To generate good reception of the unique identifier, at the network controller 140, a reliable error correction coding can be used for the unique identifier. For example, block coding can be used to map a 4-bit unique identifier into a length-16 Walsh code. To do this, the decimal representation of the 4-bit number can be used to index a row in a 16×16 Hadamard matrix. The resulting Walsh code can then be punctured onto a forward dedicated control channel or a forward fundamental channel. Then, at the terminal 120, a block decoder can be used to detect whether the unique identifier is present or not on the forward dedicated control channel or the forward fundamental channel.

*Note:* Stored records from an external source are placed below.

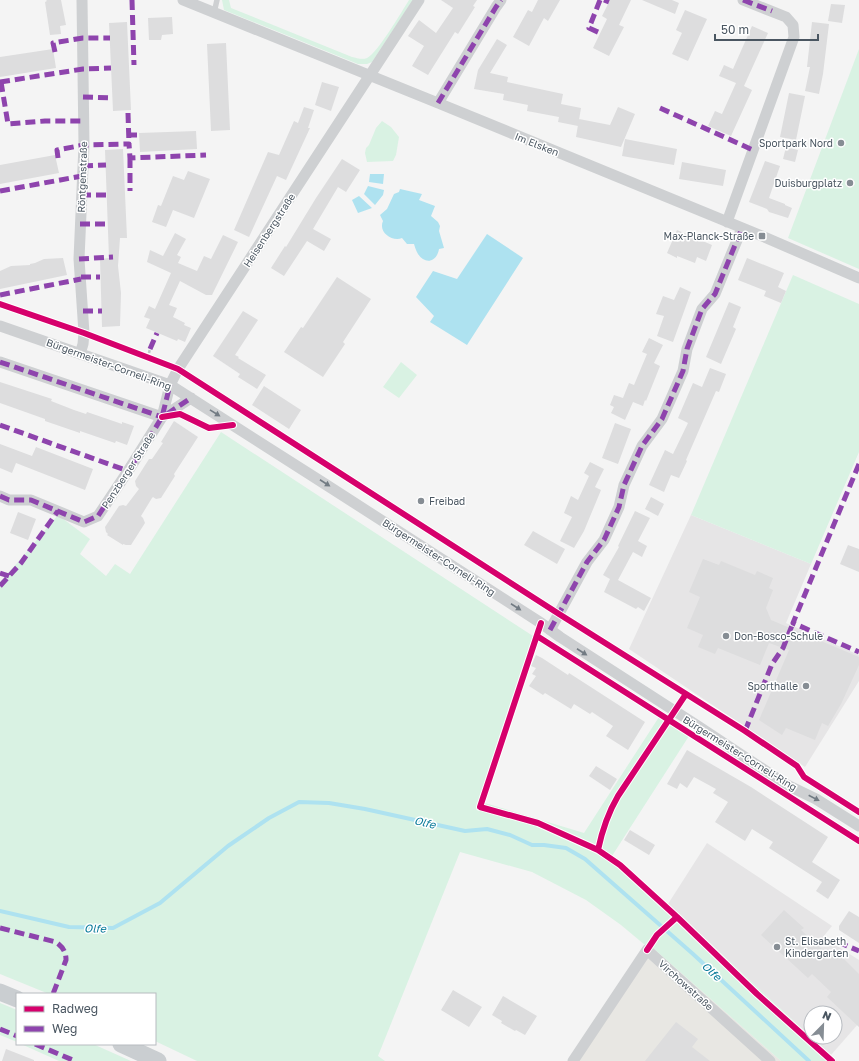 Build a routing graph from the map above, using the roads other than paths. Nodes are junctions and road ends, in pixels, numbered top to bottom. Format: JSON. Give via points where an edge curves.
{"nodes":[{"id":1,"x":82,"y":0,"type":"edge"},
{"id":2,"x":183,"y":0,"type":"edge"},
{"id":3,"x":217,"y":0,"type":"edge"},
{"id":4,"x":419,"y":0,"type":"edge"},
{"id":5,"x":501,"y":0,"type":"edge"},
{"id":6,"x":743,"y":0,"type":"edge"},
{"id":7,"x":214,"y":13,"type":"junction"},
{"id":8,"x":370,"y":75,"type":"junction"},
{"id":9,"x":438,"y":103,"type":"junction"},
{"id":10,"x":727,"y":222,"type":"junction"},
{"id":11,"x":742,"y":228,"type":"junction"},
{"id":12,"x":859,"y":278,"type":"edge"},
{"id":13,"x":0,"y":326,"type":"edge"},
{"id":14,"x":80,"y":354,"type":"junction"},
{"id":15,"x":0,"y":362,"type":"edge"},
{"id":16,"x":170,"y":385,"type":"junction"},
{"id":17,"x":191,"y":398,"type":"junction"},
{"id":18,"x":162,"y":417,"type":"junction"},
{"id":19,"x":0,"y":496,"type":"edge"},
{"id":20,"x":550,"y":630,"type":"junction"},
{"id":21,"x":859,"y":826,"type":"edge"},
{"id":22,"x":0,"y":992,"type":"edge"},
{"id":23,"x":16,"y":999,"type":"edge"},
{"id":24,"x":123,"y":1045,"type":"edge"},
{"id":25,"x":158,"y":1061,"type":"edge"},
{"id":26,"x":573,"y":1061,"type":"edge"},
{"id":27,"x":770,"y":1061,"type":"edge"}],
"edges":[{"from":1,"to":14,"type":"street","name":"Röntgenstraße","via":[[84,145],[79,254],[84,334]]},
{"from":2,"to":7,"type":"street","name":"Im Elsken"},
{"from":3,"to":7,"type":"lane"},
{"from":4,"to":8,"type":"street","name":"Heisenbergstraße"},
{"from":5,"to":9,"type":"street"},
{"from":6,"to":10,"type":"street","via":[[786,17],[793,25],[794,37]]},
{"from":7,"to":8,"type":"street","name":"Im Elsken"},
{"from":8,"to":9,"type":"street","name":"Im Elsken"},
{"from":8,"to":16,"type":"street","name":"Heisenbergstraße"},
{"from":9,"to":10,"type":"street","name":"Im Elsken"},
{"from":10,"to":11,"type":"street","name":"Im Elsken"},
{"from":11,"to":12,"type":"street","name":"Im Elsken"},
{"from":11,"to":20,"type":"street","via":[[715,294],[702,309],[687,349],[683,371],[662,419],[642,446],[624,484],[619,507],[604,540],[587,562]]},
{"from":13,"to":14,"type":"street","name":"Bürgermeister-Corneli-Ring"},
{"from":14,"to":16,"type":"street","name":"Bürgermeister-Corneli-Ring"},
{"from":15,"to":18,"type":"street"},
{"from":16,"to":17,"type":"street","name":"Bürgermeister-Corneli-Ring"},
{"from":16,"to":18,"type":"street","name":"Penzberger Straße"},
{"from":17,"to":18,"type":"street","name":"Penzberger Straße"},
{"from":17,"to":20,"type":"street","name":"Bürgermeister-Corneli-Ring","one_way":true},
{"from":18,"to":19,"type":"street","name":"Penzberger Straße","via":[[98,516],[84,522],[31,500],[9,500]]},
{"from":20,"to":21,"type":"street","name":"Bürgermeister-Corneli-Ring","one_way":true,"via":[[787,785],[816,799]]},
{"from":22,"to":23,"type":"main road"},
{"from":24,"to":25,"type":"main road"},
{"from":26,"to":27,"type":"street","name":"Virchowstraße","via":[[647,950]]}]}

Inner loop power control can be carried out quickly, for example, at say 800 Hz. To do this, a terminal 120, such as a communication device, can measure a received signal strength and compare it against a threshold stored in the communication device. Where the received signal strength can be Eb/Nt where Eb is bit energy and Nt is noise spectrum density. If the received Eb/Nt is greater than the threshold, the communication device can instruct a base station or network controller 140 to power down, for example by 0.5 dB, so the communication device can instruct the base station or network controller 140 to lower its transmission power. If the received Eb/Nt is less than the threshold, the communication device can instruct the base station or network controller 140 to power up, for example by 0.5 dB, so the communication device can instruct the base station or network controller 140 to raise its transmission power. The setpoint can also be any derivative from Eb/Nt threshold. Outer loop power can be slower, for example, 50 Hz. Here, when the mobile detects a frame error, it can increase the outer loop threshold, for example, by 0.5 dB. When the communication device detects a successful frame, it can decrease the outer loop threshold, for example, by 0.5 dB/99. This process of changing the received Eb/Nt threshold according to whether a frame is in error or not allows the mobile target an frame error rate, e.g., 1%.
FIG. 2 is an exemplary block diagram of a mobile communication device 200, such as the terminal 120 or the terminal 130, according to one embodiment. The mobile communication device 200 can include a housing 210, a controller 220 coupled to the housing 210, audio input and output circuitry 230 coupled to the housing 210, a display 240 coupled to the housing 210, a transceiver 250 coupled to the housing 210, a user interface 260 coupled to the housing 210, a memory 270 coupled to the housing 210, and an antenna 280 coupled to the housing 210 and the transceiver 250. The display 240 can be a liquid crystal display (LCD), a light emitting diode (LED) display, a plasma display, or any other means for displaying information. The transceiver 250 may include a transmitter and/or a receiver. The audio input and output circuitry 230 can include a microphone, a speaker, a transducer, or any other audio input and output circuitry. The user interface 260 can include a keypad, buttons, a touch pad, a joystick, an additional display, or any other device useful for providing an interface between a user and an electronic device. The memory 270 may include a random access memory, a read only memory, an optical memory, a subscriber identity module memory, or any other memory that can be coupled to a mobile communication device.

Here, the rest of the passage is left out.